----- Available data
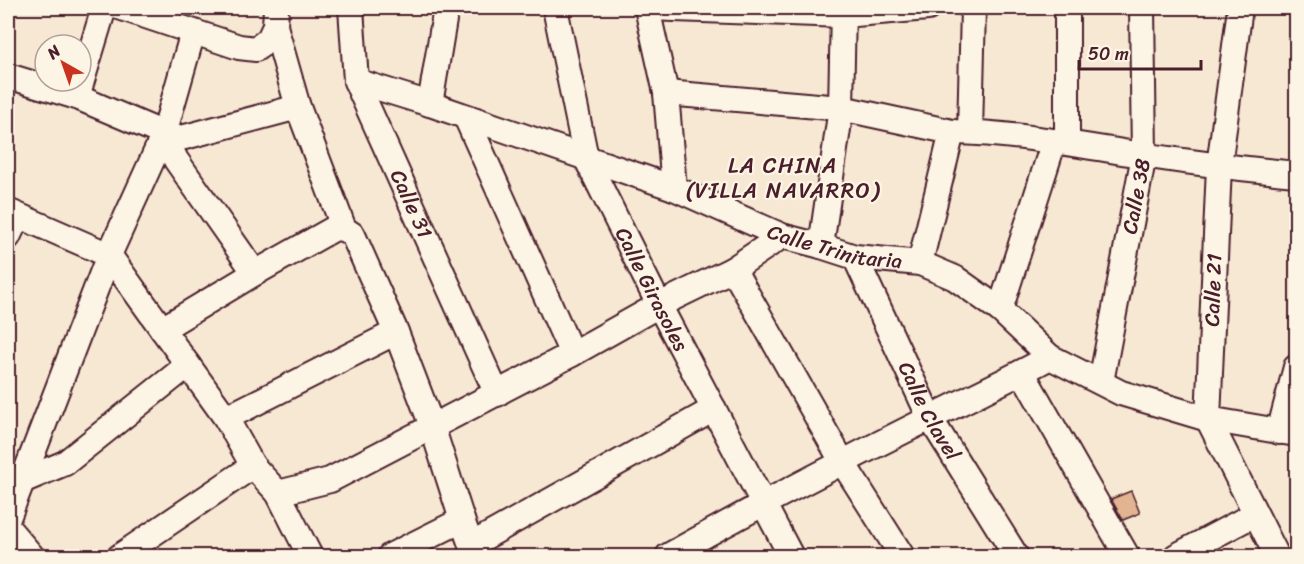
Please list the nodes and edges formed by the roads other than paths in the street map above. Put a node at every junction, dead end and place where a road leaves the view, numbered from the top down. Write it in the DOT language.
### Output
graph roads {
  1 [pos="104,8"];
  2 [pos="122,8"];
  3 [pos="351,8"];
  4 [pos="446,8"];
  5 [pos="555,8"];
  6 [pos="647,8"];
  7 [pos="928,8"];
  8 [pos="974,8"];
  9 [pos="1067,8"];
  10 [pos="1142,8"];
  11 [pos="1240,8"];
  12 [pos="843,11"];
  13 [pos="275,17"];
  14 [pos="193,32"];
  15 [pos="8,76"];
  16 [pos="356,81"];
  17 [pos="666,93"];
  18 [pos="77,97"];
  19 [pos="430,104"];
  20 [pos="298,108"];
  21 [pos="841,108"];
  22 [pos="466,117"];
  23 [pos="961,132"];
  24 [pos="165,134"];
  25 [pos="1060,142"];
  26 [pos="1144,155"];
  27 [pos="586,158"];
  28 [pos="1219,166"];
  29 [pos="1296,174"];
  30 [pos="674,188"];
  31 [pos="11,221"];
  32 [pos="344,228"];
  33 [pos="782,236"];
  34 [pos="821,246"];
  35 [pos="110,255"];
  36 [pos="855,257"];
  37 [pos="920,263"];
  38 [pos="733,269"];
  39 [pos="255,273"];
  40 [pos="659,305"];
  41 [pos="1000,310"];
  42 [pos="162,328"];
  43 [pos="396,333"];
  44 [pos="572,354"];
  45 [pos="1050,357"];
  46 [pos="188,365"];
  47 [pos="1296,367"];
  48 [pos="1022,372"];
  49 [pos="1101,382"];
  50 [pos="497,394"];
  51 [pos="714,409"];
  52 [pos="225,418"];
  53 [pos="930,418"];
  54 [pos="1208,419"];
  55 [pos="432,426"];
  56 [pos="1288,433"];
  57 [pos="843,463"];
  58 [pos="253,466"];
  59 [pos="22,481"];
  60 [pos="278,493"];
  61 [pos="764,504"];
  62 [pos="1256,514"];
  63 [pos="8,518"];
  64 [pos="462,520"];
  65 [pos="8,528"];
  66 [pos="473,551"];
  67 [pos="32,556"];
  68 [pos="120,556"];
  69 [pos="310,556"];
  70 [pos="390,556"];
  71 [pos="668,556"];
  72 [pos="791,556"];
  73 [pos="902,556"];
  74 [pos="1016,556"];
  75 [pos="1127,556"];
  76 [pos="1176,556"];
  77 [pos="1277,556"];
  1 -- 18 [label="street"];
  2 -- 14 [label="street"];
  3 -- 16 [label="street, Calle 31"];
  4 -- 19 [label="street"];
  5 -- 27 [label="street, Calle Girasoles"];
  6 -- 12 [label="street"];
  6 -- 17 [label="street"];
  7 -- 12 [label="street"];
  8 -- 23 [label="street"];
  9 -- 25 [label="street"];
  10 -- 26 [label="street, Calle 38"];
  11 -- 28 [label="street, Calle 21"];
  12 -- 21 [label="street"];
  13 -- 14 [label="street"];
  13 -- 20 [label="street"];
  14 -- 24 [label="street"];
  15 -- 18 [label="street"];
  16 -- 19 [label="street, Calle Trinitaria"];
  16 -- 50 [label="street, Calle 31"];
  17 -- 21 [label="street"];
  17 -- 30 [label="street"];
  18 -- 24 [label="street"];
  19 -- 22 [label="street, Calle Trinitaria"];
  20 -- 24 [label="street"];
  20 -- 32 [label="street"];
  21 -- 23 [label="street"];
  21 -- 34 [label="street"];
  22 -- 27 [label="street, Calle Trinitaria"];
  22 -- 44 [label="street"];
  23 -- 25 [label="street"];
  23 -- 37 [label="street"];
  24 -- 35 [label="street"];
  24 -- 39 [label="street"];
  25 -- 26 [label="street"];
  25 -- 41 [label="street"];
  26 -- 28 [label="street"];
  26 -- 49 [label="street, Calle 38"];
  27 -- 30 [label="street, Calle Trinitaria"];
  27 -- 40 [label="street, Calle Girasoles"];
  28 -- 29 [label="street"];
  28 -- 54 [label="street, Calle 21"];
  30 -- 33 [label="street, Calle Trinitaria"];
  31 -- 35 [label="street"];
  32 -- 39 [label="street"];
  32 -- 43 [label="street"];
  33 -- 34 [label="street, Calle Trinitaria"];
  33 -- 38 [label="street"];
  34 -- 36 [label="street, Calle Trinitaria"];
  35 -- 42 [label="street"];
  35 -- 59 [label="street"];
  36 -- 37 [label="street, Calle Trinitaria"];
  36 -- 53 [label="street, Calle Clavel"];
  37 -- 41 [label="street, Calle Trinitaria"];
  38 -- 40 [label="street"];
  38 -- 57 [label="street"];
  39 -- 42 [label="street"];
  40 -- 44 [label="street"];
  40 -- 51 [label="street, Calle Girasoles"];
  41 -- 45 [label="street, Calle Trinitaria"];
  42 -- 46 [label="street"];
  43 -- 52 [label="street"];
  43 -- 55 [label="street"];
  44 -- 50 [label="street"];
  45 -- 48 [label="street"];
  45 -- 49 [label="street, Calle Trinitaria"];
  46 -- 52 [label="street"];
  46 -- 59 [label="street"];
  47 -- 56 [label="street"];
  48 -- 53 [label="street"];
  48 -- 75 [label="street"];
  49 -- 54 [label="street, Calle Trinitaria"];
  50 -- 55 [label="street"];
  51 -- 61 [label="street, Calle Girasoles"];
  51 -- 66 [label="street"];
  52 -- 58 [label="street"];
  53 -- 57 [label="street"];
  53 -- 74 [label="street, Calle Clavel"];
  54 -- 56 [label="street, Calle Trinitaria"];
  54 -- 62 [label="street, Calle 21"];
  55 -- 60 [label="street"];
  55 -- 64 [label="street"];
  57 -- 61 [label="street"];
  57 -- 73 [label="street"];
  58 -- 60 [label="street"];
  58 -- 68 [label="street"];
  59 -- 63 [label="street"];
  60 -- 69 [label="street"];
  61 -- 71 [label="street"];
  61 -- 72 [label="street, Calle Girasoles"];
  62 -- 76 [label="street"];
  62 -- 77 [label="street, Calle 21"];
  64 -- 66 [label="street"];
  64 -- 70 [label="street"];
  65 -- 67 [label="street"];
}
----------
----- Available data
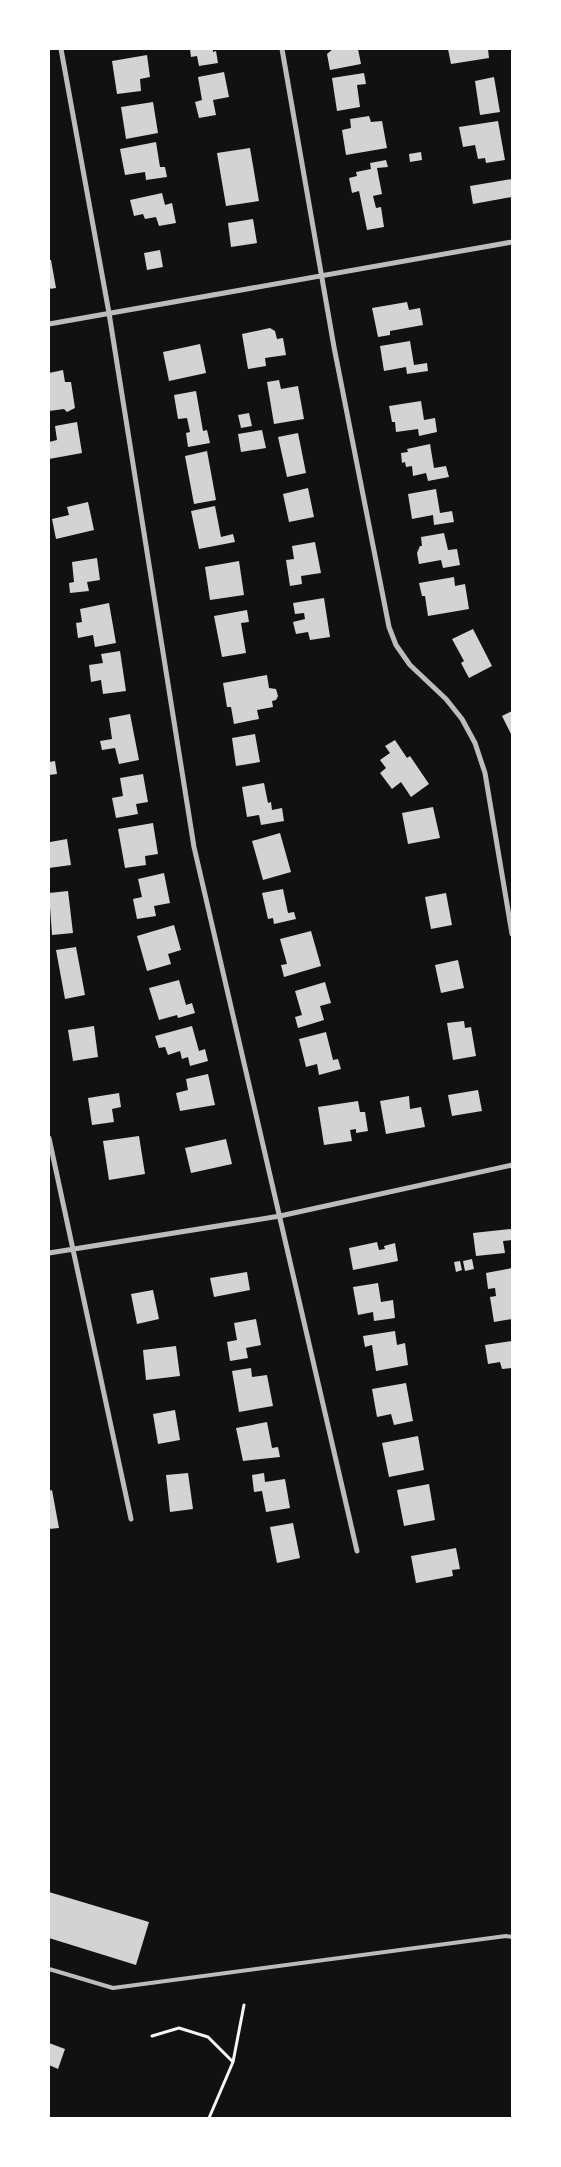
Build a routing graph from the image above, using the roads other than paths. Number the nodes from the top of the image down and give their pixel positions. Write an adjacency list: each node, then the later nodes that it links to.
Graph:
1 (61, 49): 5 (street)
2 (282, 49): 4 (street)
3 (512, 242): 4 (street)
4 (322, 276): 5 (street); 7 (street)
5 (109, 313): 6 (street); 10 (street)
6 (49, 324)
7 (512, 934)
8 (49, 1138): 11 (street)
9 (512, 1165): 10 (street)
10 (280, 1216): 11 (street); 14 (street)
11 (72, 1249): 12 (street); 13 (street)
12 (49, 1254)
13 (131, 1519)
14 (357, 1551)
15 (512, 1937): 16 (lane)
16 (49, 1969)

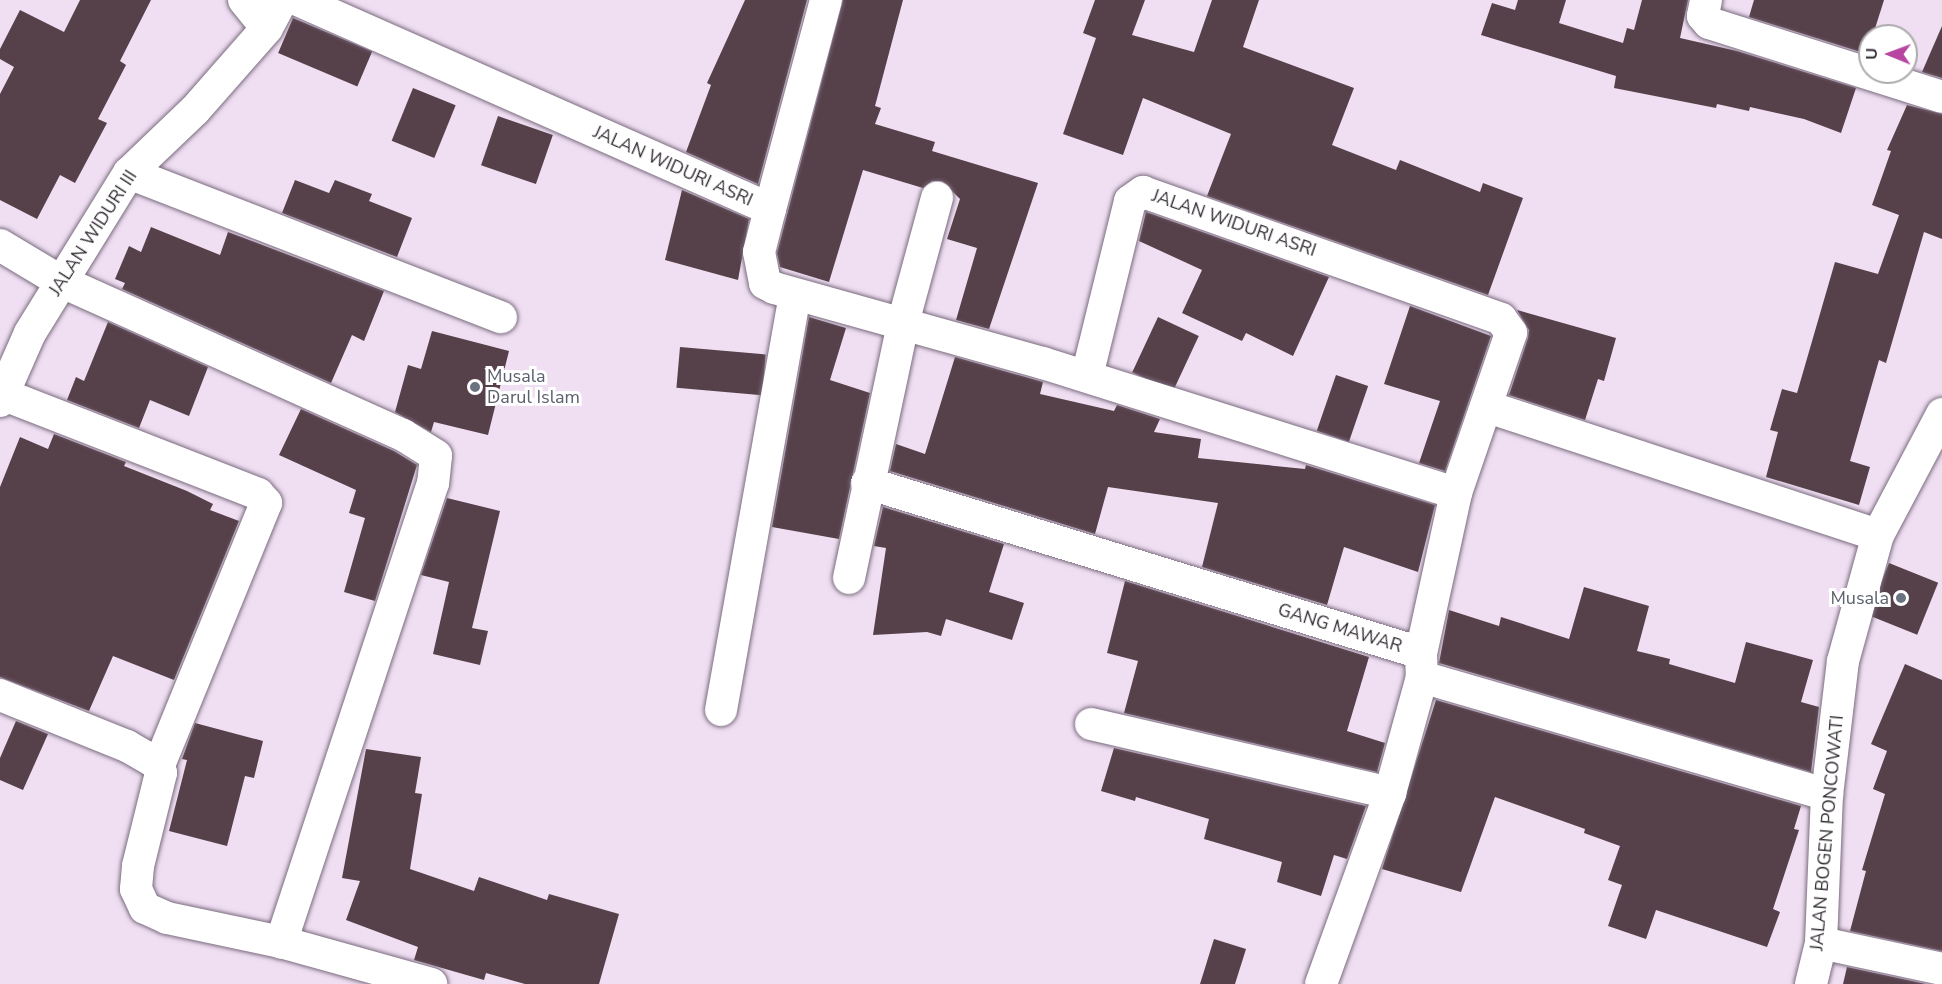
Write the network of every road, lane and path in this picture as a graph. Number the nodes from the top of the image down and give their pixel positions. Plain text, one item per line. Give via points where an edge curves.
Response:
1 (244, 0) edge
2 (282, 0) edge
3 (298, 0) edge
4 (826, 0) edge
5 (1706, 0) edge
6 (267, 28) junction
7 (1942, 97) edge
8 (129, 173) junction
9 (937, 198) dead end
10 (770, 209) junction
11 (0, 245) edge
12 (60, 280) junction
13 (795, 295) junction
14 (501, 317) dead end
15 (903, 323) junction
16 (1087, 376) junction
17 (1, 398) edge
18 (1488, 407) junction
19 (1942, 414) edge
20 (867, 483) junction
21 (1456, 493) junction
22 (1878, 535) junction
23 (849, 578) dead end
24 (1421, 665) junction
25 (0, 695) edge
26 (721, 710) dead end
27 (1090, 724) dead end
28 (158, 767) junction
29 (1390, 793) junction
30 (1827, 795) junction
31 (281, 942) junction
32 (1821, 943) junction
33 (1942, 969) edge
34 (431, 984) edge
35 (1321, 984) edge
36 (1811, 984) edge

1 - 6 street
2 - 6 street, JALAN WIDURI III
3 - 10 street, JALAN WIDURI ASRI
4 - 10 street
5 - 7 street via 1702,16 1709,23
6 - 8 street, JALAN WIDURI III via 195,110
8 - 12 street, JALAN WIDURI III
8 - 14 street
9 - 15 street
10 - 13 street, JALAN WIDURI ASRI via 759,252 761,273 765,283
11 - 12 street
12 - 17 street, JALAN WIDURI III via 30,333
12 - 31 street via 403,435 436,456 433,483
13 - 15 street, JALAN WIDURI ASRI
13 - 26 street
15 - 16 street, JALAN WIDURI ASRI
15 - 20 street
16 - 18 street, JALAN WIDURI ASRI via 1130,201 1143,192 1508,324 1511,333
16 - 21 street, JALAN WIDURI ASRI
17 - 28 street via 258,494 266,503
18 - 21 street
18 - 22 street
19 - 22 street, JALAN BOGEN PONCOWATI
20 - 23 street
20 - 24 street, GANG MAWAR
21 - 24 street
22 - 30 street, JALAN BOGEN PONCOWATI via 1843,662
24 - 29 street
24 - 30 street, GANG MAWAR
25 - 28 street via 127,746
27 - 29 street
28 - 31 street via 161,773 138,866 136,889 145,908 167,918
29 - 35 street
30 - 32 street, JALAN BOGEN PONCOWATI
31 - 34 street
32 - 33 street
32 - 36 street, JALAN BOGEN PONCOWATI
----------
----- Available data
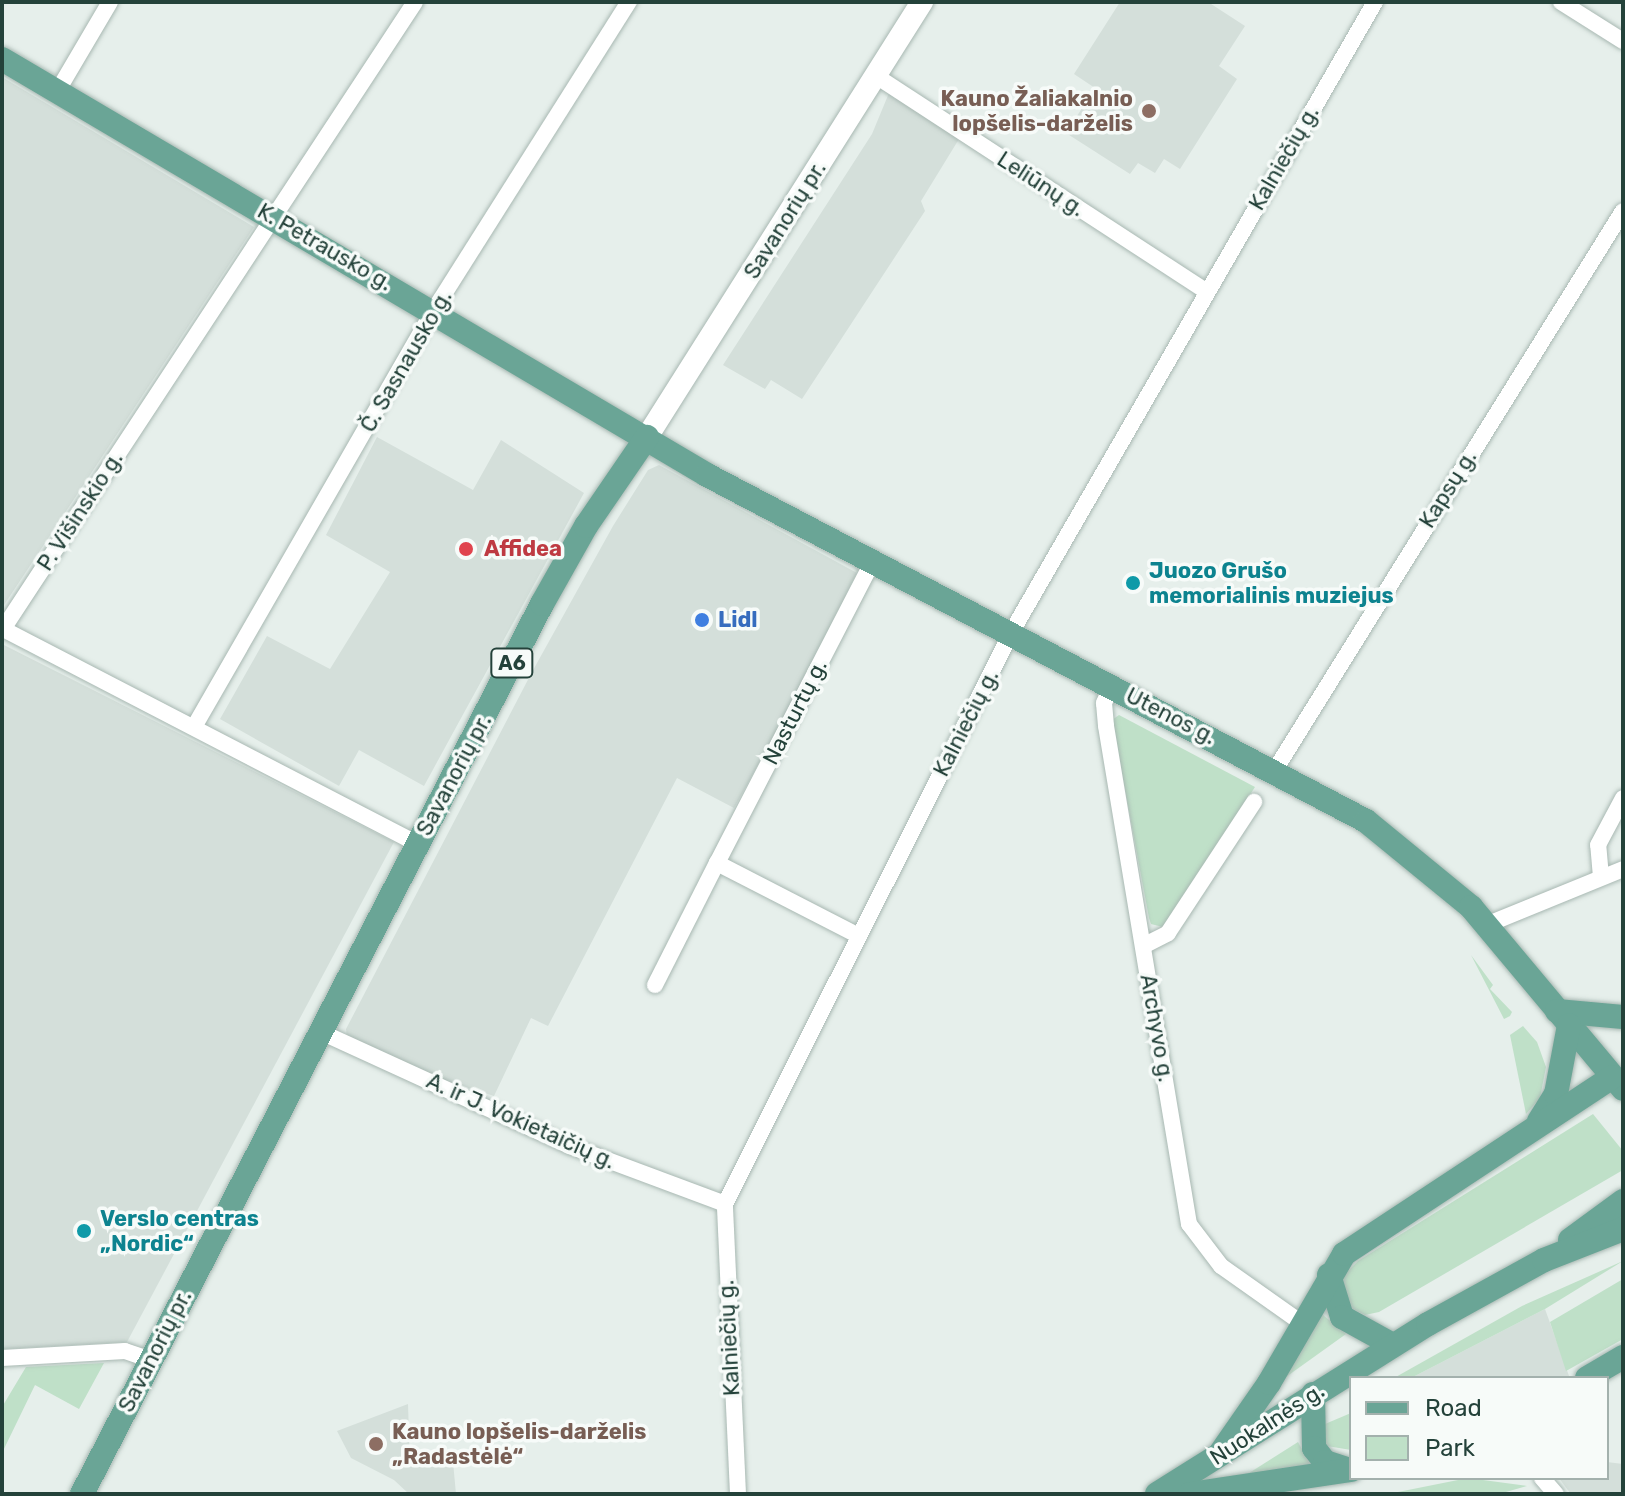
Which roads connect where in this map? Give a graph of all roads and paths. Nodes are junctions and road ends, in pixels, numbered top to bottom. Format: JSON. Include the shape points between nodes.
----------
### Task requirements
Whenever the word "numbered" shows up in a line of the entries, copy that line.

### Written answer
Please list the nodes and edges formed by the roads other than paths in the street map above. Put a node at every junction, dead end and place where a road leaves the view, numbered from the top down. Write it in the DOT language.
Which roads connect where in this map? Give a graph of all roads and paths. Nodes are junctions and road ends, in pixels, numbered top to bottom. Format: JSON. Include the shape points between nodes.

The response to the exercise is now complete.